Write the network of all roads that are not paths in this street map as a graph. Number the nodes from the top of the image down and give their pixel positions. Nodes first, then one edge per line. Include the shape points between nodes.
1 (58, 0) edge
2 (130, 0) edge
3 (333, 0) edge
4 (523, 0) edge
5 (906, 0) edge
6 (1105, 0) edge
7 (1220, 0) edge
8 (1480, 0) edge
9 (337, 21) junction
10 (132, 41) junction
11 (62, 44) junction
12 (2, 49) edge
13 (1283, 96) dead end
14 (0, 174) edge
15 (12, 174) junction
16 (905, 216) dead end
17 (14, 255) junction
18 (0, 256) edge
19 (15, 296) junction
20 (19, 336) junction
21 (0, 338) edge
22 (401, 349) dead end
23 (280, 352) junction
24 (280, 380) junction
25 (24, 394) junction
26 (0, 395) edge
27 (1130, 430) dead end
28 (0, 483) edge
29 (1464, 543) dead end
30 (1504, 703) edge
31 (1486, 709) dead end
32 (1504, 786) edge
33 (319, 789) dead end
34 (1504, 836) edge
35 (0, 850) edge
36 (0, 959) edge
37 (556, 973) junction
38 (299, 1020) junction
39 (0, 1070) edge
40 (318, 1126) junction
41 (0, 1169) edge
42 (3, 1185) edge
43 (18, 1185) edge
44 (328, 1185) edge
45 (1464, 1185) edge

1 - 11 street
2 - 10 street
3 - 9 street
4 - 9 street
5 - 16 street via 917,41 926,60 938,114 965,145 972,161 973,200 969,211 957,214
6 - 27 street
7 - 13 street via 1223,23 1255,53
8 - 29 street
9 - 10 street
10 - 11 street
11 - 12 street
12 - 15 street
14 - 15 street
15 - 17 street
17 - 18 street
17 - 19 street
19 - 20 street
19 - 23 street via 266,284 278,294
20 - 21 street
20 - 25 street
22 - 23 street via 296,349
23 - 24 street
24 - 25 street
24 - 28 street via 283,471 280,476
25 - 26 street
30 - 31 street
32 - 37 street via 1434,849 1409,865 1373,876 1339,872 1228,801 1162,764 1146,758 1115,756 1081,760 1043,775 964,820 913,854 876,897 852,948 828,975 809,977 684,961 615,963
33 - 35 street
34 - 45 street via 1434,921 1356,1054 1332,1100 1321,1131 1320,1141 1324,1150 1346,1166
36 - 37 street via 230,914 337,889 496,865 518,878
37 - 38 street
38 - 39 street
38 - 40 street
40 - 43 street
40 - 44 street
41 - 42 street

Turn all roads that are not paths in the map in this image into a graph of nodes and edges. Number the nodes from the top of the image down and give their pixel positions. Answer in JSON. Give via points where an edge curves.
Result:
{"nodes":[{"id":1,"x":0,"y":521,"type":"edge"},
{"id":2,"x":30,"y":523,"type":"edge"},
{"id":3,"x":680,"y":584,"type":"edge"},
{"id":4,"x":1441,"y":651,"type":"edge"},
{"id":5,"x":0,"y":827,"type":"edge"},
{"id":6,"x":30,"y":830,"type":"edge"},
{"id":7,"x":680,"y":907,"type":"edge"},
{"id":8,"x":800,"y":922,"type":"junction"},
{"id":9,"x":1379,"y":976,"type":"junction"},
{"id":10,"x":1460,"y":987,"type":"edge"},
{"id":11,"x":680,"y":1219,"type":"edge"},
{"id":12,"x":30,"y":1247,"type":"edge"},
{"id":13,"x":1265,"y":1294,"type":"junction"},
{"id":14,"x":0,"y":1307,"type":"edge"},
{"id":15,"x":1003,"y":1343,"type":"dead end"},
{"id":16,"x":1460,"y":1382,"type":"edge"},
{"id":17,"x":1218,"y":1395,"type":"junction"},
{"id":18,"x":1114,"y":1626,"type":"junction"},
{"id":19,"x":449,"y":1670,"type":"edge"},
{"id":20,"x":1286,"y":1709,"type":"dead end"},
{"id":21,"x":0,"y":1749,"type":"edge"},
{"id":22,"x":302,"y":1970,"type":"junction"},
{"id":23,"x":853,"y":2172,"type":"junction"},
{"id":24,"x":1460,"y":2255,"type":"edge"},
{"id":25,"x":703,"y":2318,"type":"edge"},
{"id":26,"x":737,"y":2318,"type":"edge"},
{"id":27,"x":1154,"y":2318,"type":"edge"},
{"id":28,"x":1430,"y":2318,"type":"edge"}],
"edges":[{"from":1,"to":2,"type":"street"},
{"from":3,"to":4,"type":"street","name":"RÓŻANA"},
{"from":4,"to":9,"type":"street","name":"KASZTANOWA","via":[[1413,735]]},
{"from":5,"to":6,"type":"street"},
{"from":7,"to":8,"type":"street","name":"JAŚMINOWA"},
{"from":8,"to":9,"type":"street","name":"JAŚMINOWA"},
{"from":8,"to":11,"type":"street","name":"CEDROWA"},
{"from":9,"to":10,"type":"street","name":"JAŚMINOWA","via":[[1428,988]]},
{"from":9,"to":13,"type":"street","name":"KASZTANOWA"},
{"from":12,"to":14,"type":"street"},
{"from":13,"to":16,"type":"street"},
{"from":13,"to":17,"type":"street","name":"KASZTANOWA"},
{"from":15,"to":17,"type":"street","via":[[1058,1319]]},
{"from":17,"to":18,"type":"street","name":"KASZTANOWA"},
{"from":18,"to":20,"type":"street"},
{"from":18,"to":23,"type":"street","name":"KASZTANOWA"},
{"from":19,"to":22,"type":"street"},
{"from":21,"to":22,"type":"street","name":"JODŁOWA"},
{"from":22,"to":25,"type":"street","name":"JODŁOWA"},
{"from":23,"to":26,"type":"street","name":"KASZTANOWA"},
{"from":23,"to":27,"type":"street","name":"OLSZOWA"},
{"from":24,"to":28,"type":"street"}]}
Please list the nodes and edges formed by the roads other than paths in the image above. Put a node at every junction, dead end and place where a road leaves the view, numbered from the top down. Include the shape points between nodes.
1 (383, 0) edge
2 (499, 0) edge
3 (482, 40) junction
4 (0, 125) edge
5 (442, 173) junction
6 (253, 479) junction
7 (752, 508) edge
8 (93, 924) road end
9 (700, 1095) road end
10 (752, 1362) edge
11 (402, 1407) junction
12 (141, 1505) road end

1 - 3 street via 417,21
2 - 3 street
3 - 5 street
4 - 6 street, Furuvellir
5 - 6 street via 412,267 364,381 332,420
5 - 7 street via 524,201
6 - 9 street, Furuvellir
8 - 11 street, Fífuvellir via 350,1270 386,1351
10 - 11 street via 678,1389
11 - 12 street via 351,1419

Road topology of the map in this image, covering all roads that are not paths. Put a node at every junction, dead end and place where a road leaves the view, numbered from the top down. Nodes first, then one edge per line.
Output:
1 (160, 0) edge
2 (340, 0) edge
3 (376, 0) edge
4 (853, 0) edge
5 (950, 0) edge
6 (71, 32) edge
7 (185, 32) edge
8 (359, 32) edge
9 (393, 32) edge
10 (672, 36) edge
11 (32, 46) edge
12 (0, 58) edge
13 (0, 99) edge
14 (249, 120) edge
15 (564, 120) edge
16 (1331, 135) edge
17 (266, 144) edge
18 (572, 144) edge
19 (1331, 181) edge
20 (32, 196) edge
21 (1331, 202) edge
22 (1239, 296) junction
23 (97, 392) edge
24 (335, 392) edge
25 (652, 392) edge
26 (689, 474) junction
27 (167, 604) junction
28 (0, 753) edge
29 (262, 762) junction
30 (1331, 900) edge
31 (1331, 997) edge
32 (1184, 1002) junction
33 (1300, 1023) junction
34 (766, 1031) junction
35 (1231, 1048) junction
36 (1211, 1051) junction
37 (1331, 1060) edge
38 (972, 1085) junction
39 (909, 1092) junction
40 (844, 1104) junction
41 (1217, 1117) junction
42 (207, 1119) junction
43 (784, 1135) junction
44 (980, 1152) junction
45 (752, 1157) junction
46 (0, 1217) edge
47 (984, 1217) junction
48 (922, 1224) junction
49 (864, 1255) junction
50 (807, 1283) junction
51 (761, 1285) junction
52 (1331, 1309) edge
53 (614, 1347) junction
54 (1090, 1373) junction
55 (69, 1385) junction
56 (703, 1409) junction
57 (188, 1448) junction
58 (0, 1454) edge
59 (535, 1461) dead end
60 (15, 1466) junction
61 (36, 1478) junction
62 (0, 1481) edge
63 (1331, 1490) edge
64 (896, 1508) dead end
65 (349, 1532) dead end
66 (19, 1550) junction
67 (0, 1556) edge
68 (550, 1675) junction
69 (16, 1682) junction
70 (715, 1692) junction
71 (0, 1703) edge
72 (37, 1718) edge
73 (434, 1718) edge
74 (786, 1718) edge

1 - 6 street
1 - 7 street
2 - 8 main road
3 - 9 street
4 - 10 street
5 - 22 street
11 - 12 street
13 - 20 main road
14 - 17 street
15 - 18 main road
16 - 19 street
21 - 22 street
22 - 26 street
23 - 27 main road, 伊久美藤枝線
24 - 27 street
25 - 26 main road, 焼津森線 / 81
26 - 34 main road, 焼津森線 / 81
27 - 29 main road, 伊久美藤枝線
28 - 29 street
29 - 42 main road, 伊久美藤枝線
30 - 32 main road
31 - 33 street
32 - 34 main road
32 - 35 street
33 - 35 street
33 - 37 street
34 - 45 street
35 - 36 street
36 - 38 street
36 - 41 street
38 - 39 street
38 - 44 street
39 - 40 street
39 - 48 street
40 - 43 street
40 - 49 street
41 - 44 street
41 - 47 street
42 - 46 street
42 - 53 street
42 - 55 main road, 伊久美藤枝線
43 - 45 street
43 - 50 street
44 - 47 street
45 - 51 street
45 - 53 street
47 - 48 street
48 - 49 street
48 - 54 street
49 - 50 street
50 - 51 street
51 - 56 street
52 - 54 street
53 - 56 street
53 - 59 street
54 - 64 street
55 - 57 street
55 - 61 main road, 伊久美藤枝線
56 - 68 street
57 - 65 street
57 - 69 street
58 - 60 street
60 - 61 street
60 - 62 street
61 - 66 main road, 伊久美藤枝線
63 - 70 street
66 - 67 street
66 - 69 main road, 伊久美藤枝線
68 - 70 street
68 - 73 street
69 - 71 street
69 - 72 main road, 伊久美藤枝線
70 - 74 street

• • •

Problem to work on →
Check each line of the material above for the word "Furuvellir", then state how many lines hold it. Only the number.

Exercise response →
2